One such approach is strategic collaborations within the automotive ecosystem, like the one ETAS and Rambus recently announced to co-develop and provide a bundled cybersecurity solution. We are excited to share more details about this unique, pre-integrated, and pre-validated solution that unites Rambus hardware and ETAS software expertise to create a secure enclave on next-generation automotive silicon designs. But first, let’s look at how we got here.
Automotive System-on-Chip (SoC) challenges
Automotive-grade SoCs have evolved significantly in the last decade from microcontroller-based chips to more advanced and complex microprocessor-based SoCs. This evolution is a response to the never-ending demands for greater computing to fulfill different use cases and enhance customer experiences. The progression in hardware architecture has enabled greatly increased functionality such as Advanced Driver-Assistance Systems (ADAS), automation, E/E vehicle architecture transformation, and much more, to realize the software-defined vehicle (SDV).
This technological evolution at the SoC level is opening a new era in the automotive industry, but it also comes with challenges. One of the critical challenges is the diverse and heterogenous architecture of these SoCs with multiple computing islands for different applications. This diversity in the hardware architecture is making security implementations more complex and integration more time consuming for automotive OEMs and Tier 1 system engineering teams.
Hardware security in the automotive industry
Over the last decade, the automotive industry has increasingly relied on Hardware Security Modules (HSM) as the trusted hardware platform for secure tamper-resistant cryptographic operations and key management. HSMs offer various security services and capabilities, including secure communication channels, data integrity protection, message authentication, secure boot processes, and system security policies. HSMs securely execute authenticated user applications with security mechanisms like tamper detection and protection, secure storage and handling of keys and security assets, and resistance to side-channel attacks. Access to cryptographic accelerator modules, keys, memory ranges, I/O, and other resources is enforced by hardware. Critical operations like encryption, signing, authenticating, key generation, derivation, and storage are performed in hardware without external software access.
Originally, HSMs were offered as standalone secure element chips or HSM-embedded automotive microcontrollers connected to host system buses. However, the HSM landscape has evolved to meet modern automotive systems' increased complexity, stricter security requirements, and performance demands. Today, HSMs are siloed hardware blocks (IP) instantiated in automotive SoC ICs. In some SoCs, there are multiple HSM IP blocks to fulfill a variety of security use cases and demands.
This new trend in HSMs reflects the growing importance of cybersecurity in highly connected vehicles, and at the same time, it supports the need for pre-integrated, pre-validated, pre-certified, scalable solutions to help OEMs meet safety and security compliance. Synthesizable automotive-grade HSM silicon IP has emerged as a critical strategy for efficient and effective SoC development.
As with any silicon IP design, the synthesizable automotive-grade HSM IP provides greater flexibility for customization to meet specific performance requirements for critical use cases.

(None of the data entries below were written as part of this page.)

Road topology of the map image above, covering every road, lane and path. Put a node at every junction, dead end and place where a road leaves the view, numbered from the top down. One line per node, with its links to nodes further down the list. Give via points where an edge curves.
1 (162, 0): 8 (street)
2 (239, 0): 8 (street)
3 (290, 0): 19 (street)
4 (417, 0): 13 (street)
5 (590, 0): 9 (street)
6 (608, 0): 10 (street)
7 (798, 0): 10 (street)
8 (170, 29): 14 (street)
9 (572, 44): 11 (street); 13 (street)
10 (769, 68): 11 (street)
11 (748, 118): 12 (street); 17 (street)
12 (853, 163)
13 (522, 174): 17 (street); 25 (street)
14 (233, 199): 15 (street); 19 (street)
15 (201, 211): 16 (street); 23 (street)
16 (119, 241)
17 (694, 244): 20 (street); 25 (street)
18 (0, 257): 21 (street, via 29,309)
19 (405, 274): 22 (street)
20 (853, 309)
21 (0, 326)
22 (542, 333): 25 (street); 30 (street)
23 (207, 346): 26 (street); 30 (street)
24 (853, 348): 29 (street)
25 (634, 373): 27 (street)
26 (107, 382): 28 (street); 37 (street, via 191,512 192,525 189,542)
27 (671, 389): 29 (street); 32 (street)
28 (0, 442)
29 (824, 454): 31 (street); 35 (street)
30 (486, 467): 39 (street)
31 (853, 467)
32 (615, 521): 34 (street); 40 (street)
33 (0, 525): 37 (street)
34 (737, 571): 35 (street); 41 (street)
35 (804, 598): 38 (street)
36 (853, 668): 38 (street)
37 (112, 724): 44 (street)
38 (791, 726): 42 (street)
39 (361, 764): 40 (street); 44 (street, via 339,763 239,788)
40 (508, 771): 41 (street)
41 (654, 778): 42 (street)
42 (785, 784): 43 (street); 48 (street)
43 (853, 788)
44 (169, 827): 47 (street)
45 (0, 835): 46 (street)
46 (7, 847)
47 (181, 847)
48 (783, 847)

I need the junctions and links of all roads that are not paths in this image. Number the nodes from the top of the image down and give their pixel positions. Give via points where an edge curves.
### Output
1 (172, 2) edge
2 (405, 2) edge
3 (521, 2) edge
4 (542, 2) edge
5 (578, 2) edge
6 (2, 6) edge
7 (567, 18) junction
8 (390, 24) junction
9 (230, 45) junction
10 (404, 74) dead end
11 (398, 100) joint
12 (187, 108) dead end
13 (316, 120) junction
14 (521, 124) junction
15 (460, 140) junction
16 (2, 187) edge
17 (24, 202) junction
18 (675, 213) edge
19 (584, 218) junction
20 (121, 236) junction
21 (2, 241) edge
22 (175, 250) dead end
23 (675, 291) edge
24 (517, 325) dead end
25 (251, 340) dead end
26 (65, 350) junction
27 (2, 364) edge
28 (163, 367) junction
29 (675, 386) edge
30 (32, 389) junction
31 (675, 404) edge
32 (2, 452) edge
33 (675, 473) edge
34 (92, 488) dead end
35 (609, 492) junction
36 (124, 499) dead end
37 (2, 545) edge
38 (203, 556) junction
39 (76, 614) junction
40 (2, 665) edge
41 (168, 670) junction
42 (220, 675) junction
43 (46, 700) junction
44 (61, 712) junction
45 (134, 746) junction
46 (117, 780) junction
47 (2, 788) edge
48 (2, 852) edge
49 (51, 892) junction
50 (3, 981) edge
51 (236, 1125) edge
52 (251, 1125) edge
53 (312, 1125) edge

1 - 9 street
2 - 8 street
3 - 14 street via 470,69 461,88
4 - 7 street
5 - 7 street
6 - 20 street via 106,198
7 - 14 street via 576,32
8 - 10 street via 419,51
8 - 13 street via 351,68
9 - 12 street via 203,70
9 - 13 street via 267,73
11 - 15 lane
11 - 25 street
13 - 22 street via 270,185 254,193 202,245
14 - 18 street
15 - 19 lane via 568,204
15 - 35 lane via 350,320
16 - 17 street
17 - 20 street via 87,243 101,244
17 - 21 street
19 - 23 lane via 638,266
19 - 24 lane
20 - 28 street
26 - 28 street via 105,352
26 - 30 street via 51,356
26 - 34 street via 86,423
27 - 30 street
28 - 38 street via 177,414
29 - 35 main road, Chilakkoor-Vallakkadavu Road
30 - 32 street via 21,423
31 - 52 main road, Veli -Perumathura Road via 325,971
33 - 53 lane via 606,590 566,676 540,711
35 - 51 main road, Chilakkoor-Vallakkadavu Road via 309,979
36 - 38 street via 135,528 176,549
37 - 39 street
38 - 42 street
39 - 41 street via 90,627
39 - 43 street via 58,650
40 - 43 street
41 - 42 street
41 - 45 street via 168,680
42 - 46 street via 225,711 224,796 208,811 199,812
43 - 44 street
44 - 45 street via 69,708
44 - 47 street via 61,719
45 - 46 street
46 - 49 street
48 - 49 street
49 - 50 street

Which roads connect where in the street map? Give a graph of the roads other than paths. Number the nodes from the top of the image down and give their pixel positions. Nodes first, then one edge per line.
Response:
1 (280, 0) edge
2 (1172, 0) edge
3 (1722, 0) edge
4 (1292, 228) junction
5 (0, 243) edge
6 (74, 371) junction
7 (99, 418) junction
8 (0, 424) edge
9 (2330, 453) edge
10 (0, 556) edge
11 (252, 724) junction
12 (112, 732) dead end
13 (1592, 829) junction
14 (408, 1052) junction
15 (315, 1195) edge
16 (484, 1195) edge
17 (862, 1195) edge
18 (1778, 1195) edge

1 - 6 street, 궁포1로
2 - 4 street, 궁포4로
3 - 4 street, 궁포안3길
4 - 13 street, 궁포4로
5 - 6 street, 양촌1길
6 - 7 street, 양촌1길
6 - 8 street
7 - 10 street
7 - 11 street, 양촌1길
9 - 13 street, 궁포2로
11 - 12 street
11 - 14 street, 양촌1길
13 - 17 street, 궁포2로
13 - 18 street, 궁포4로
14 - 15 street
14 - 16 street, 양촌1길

The technology-agnostic nature of the HSM silicon IP offers a cost-effective and scalable solution for securing multiple SoCs. Safety and security certified HSM IP enhances the overall reliability and quality of the SoC, minimizing the risk of design and cybersecurity flaws, while ensuring faster compliance at the chip level.
The integrated HSM hardware and software stack – the solution
To further support OEMs and SoC developers manage design, safety, security, and cost challenges, an integration of the HSM hardware and software stack is required. Specifically, synthesizable HSM hardware IP should come with pre-integrated, pre-validated embedded HSM software (SW). This would enable a technology-node agnostic, full hardware IP-SW stack ready to be integrated into any SoC allowing the security SW integration development to start 18-24 months earlier at the automotive Tier 1 or OEM level. It would also avoid costly and lengthy porting, integration, and validation efforts typically needed for the HSM SW integration with standalone HSM chips or dedicated embedded HSM-based microcontrollers.
Innovative iHSM solution from ETAS and Rambus
ETAS and Rambus are now offering a new integrated hardware security module (iHSM) product family that combines the Rambus RT-64x Root of Trust IP with the ETAS embedded cybersecurity software solution ESCRYPT CycurSoC.
The ETAS-Rambus iHSM-64x solution ports ESCRYPT CycurSoC on the RISC-V-based Rambus RT-64x hardware architecture. Designed for automotive security use cases, the pre-integrated security solution is CMOS node agnostic, highly secure, and optimized for efficiency with minimal impact on available system resources. It supports open and standardized interfaces like SHE+, AUTOSAR Classic, Adaptive, POSIX and Hypervisor to Host applications. The full HSM stack (hardware silicon IP and software) is a pre-validated, drop-in solution critical to creating a security enclave on next-generation automotive silicon designs requiring ISO 26262 ASIL-B and ISO 21434 CSMS compliance.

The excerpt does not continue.